Sriram, V., George, A., Baru, R. et al. Socialization, legitimation and the transfer of biomedical knowledge to low- and middle-income countries: analyzing the case of emergency medicine in India. Int J Equity Health 17, 142 (2018)
Medical specialization is a key feature of biomedicine, and is a growing, but weakly understood aspect of health systems in many low- and middle-income countries (LMICs), including India. Emergency medicine is an example of a medical specialty that has been promoted in India by several high-income country stakeholders, including the Indian diaspora, through transnational and institutional partnerships. Despite the rapid evolution of emergency medicine in comparison to other specialties, this specialty has seen fragmentation in the stakeholder network and divergent training and policy objectives. Few empirical studies have examined the influence of stakeholders from high-income countries broadly, or of diasporas specifically, in transferring knowledge of medical specialization to LMICs. Using the concepts of socialization and legitimation, our goal is to examine the transfer of medical knowledge from high-income countries to LMICs through domestic, diasporic and foreign stakeholders, and the perceived impact of this knowledge on shaping health priorities in India.
This analysis was conducted as part of a broader study on the development of emergency medicine in India. We designed a qualitative case study focused on the early 1990s until 2015, analyzing data from in-depth interviewing (n = 87), document review (n = 248), and non-participant observation of conferences and meetings (n = 6).

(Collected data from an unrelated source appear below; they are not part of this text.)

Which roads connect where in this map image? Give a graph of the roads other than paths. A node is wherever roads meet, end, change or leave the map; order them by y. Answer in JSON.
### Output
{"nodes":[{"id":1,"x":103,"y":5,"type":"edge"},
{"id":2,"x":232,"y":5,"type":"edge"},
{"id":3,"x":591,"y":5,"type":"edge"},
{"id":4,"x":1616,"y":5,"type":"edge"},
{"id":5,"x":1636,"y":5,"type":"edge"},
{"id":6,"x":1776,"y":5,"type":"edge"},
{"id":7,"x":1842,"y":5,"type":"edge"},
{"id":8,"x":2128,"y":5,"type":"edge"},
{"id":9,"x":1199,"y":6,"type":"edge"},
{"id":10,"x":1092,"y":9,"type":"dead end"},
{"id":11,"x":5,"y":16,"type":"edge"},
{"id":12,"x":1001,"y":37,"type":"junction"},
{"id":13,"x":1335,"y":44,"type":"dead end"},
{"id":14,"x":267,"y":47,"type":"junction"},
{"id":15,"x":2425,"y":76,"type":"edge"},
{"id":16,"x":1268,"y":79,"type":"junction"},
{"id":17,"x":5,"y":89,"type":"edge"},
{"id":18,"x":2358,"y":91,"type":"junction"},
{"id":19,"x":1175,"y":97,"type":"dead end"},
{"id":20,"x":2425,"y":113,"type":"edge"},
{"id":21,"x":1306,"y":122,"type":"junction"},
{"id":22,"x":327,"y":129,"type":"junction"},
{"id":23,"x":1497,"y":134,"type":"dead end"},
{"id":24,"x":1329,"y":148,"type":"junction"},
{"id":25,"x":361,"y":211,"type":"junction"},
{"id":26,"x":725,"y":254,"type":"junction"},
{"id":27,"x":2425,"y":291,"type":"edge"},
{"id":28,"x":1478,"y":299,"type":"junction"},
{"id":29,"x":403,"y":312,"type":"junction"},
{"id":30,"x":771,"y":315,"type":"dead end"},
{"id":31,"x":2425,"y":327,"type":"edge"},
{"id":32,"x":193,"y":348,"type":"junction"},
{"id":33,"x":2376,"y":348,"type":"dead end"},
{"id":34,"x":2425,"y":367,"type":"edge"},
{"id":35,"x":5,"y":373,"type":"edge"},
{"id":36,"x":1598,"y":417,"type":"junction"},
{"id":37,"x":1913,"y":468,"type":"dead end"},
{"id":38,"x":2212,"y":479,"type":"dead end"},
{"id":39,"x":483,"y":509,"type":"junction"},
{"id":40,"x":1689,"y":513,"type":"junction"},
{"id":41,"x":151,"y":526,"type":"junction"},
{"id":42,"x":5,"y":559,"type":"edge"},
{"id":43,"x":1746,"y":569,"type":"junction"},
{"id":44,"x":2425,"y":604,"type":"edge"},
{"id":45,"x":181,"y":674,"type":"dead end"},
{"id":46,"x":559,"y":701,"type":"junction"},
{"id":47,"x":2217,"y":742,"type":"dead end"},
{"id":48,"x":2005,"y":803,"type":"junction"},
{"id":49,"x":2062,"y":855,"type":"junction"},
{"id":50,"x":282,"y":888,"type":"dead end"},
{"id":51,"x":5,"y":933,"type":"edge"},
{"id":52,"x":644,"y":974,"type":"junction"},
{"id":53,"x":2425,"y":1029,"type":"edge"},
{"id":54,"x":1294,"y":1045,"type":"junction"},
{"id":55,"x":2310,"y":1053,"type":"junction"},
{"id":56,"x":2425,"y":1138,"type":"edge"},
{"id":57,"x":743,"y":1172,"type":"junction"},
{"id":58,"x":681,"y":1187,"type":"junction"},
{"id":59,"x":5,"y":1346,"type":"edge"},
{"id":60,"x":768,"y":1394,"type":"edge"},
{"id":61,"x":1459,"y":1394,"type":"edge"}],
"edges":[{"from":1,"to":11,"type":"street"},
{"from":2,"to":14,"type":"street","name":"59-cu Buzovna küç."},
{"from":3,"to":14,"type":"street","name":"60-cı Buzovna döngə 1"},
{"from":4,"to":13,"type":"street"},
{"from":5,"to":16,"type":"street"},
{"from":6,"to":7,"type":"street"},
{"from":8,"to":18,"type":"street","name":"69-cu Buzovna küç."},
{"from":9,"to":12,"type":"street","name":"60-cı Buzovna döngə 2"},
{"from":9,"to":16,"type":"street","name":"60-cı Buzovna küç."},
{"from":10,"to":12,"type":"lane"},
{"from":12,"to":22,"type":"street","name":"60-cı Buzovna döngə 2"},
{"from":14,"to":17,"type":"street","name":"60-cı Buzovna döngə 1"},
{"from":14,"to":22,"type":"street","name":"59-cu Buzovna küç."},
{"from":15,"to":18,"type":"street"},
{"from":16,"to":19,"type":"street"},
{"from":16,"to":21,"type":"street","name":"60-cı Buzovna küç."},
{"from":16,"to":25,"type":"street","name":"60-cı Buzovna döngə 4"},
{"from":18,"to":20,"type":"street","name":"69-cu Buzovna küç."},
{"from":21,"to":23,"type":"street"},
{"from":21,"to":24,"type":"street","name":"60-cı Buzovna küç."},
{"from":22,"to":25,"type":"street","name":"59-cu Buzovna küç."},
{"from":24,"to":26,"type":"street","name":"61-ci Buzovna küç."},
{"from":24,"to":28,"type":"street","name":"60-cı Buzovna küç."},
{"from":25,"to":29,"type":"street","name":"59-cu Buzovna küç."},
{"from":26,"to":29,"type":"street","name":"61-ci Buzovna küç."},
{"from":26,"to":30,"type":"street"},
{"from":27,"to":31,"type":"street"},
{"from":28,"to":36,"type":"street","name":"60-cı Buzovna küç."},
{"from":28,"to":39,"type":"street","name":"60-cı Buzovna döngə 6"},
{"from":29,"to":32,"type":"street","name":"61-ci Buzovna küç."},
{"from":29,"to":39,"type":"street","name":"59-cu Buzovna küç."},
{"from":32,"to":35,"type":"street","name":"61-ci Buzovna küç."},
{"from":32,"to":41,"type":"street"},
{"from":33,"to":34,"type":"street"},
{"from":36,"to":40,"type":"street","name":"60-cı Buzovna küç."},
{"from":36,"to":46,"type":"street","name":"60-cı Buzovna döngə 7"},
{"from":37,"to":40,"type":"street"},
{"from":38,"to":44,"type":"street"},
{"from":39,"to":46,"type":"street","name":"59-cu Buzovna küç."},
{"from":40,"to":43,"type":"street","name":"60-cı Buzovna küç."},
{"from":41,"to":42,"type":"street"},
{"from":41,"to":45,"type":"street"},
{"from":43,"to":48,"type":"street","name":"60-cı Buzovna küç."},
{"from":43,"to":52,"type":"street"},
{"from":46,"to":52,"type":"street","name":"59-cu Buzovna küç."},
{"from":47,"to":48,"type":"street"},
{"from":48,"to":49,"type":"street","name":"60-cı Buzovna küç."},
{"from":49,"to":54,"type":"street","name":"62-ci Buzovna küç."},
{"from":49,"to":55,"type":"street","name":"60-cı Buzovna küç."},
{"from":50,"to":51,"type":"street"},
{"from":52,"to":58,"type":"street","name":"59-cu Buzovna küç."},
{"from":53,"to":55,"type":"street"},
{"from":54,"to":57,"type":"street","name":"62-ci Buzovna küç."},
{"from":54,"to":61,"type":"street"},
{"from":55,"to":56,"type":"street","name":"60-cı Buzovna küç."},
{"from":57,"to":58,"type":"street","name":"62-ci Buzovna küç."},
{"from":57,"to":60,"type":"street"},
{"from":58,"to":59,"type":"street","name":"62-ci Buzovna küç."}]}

From the early 1990s, domestic stakeholders with exposure to emergency medicine in high-income countries began to establish Emergency Departments and initiate specialist training in the field. Their efforts were amplified by the active legitimation of emergency medicine by diasporic and foreign stakeholders, who formed transnational partnerships with domestic stakeholders and organized conferences, training programs and other activities to promote the field in India. However, despite a broad commitment to expanding specialist training, the network of domestic, diasporic and foreign stakeholders was highly fragmented, resulting in myriad unstandardized postgraduate training programs and duplicative policy agendas. Further, the focus in this time period was largely on training specialists, resulting in more emphasis on a medicalized, tertiary-level form of care.
This analysis reveals the complexities of the roles and dynamics of domestic, diasporic and foreign stakeholders in the evolution of emergency medicine in India. More research and critical analyses are required to explore the transfer of medical knowledge, such as other medical specialties, models of clinical care, and medical technologies, from high-income countries to India.